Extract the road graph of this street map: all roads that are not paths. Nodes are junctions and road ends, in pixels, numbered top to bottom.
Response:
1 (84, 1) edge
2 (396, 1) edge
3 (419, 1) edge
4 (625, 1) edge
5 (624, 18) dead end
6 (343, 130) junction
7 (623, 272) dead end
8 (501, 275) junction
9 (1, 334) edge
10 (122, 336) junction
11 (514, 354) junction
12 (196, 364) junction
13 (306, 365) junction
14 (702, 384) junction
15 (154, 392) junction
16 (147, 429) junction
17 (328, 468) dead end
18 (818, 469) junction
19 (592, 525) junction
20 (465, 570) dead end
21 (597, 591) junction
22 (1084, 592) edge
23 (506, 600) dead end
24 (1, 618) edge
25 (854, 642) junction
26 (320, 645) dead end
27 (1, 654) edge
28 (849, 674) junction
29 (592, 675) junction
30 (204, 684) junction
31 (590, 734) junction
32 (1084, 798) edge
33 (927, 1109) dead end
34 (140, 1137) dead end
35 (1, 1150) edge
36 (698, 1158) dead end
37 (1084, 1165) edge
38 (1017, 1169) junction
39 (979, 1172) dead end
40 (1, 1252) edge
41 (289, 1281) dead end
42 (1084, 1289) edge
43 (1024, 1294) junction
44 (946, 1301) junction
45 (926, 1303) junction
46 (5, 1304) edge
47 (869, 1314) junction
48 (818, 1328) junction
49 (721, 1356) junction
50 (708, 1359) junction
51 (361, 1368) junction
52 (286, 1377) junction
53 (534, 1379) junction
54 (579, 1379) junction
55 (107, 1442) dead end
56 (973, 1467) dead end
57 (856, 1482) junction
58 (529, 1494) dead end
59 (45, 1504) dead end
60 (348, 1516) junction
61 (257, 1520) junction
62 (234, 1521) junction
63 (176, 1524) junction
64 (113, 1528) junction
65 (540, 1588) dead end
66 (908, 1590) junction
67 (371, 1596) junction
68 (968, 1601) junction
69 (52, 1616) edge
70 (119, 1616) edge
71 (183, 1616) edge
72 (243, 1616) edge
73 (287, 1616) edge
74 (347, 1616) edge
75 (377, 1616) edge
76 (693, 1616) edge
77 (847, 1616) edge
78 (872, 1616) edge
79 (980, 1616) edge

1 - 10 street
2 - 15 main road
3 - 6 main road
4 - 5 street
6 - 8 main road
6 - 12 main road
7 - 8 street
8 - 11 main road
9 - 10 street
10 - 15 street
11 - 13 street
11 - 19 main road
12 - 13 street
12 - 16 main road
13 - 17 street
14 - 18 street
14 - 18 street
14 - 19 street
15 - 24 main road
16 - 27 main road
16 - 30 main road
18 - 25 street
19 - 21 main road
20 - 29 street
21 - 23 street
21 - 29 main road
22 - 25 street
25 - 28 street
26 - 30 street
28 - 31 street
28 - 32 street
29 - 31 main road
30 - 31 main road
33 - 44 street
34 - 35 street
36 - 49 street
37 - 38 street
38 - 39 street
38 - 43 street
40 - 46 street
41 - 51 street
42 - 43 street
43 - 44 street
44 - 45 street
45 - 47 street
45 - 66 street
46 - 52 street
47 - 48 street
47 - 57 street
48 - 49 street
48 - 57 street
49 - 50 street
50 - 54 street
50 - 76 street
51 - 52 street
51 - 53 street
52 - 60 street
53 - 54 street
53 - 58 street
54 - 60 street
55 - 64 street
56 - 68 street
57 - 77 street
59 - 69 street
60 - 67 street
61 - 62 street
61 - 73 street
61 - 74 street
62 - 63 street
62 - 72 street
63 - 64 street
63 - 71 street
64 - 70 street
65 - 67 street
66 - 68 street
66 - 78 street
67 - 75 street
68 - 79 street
______________________________
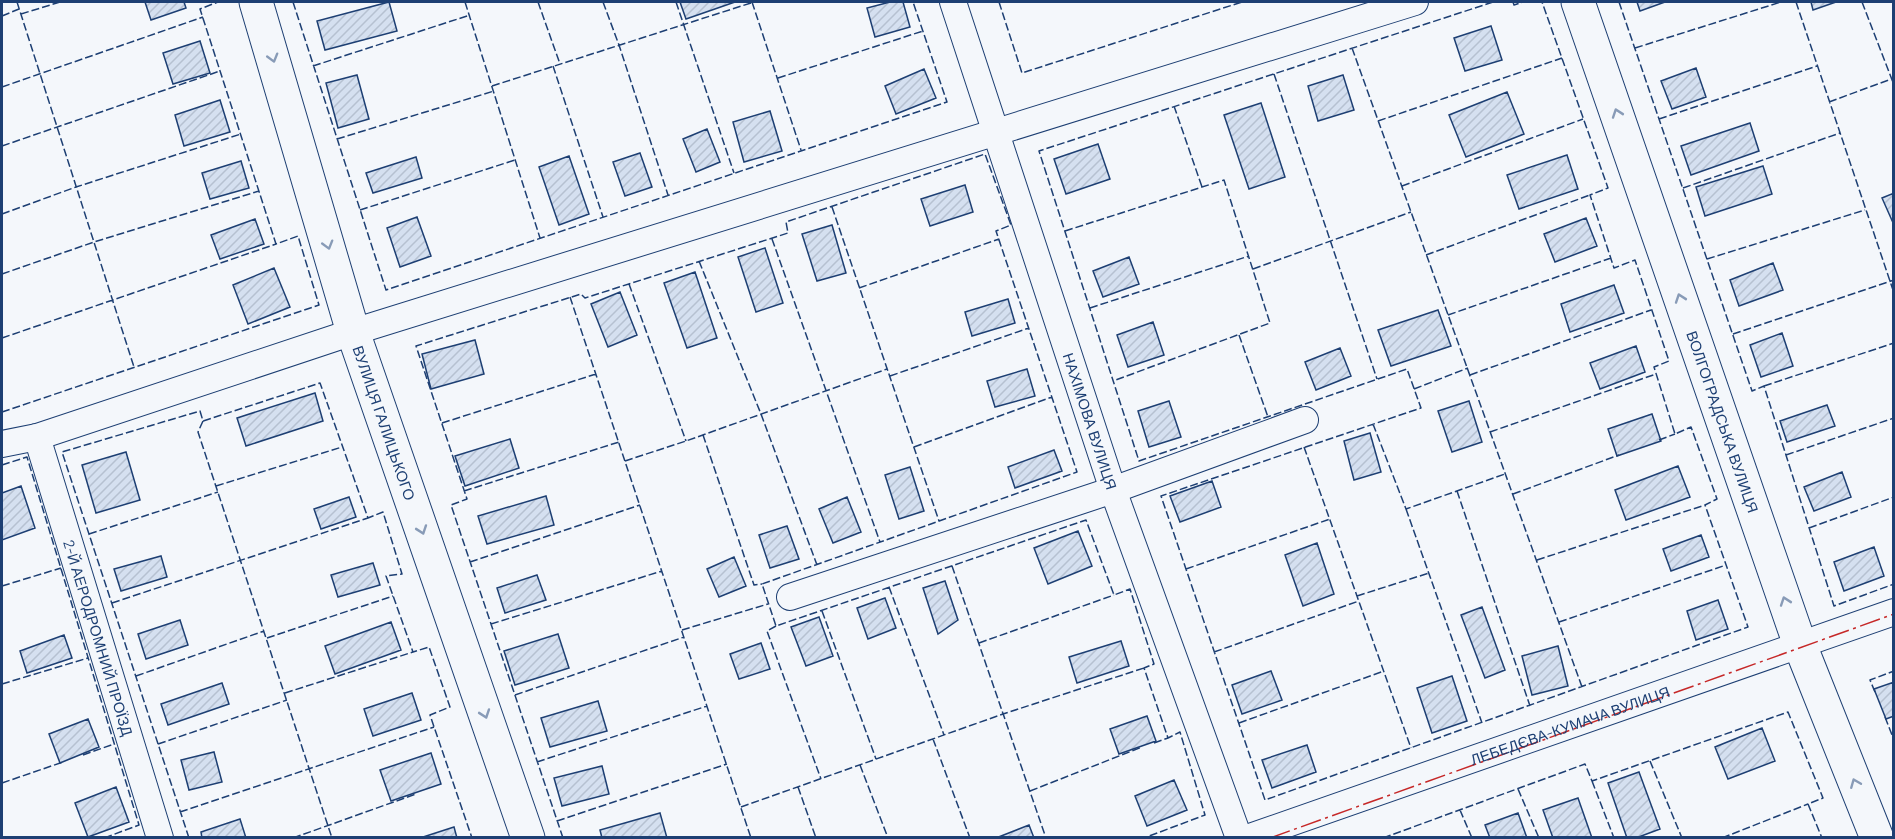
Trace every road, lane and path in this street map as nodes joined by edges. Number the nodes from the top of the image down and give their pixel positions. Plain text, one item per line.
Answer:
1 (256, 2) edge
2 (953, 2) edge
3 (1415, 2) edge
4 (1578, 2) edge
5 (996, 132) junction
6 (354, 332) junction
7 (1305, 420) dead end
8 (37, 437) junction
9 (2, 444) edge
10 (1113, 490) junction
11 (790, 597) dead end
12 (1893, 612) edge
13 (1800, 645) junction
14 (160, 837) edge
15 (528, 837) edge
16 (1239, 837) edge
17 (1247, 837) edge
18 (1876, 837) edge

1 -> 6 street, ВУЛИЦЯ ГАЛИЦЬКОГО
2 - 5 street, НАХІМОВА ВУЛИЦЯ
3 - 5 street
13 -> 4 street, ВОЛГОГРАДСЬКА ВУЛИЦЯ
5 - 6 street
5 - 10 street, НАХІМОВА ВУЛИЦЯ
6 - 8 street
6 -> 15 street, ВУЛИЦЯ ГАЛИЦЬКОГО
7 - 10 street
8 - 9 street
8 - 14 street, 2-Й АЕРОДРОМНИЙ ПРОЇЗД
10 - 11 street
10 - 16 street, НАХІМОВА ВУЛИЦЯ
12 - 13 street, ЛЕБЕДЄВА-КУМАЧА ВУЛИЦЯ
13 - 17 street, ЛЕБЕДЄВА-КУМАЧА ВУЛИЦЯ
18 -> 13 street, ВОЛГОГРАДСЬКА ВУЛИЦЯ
______________________________
▶ _EXERCISE DIRECTIONS_
Copy each line of the data that includes the word "НАХІМОВА".

▶ _THE ANSWER_
2 - 5 street, НАХІМОВА ВУЛИЦЯ
5 - 10 street, НАХІМОВА ВУЛИЦЯ
10 - 16 street, НАХІМОВА ВУЛИЦЯ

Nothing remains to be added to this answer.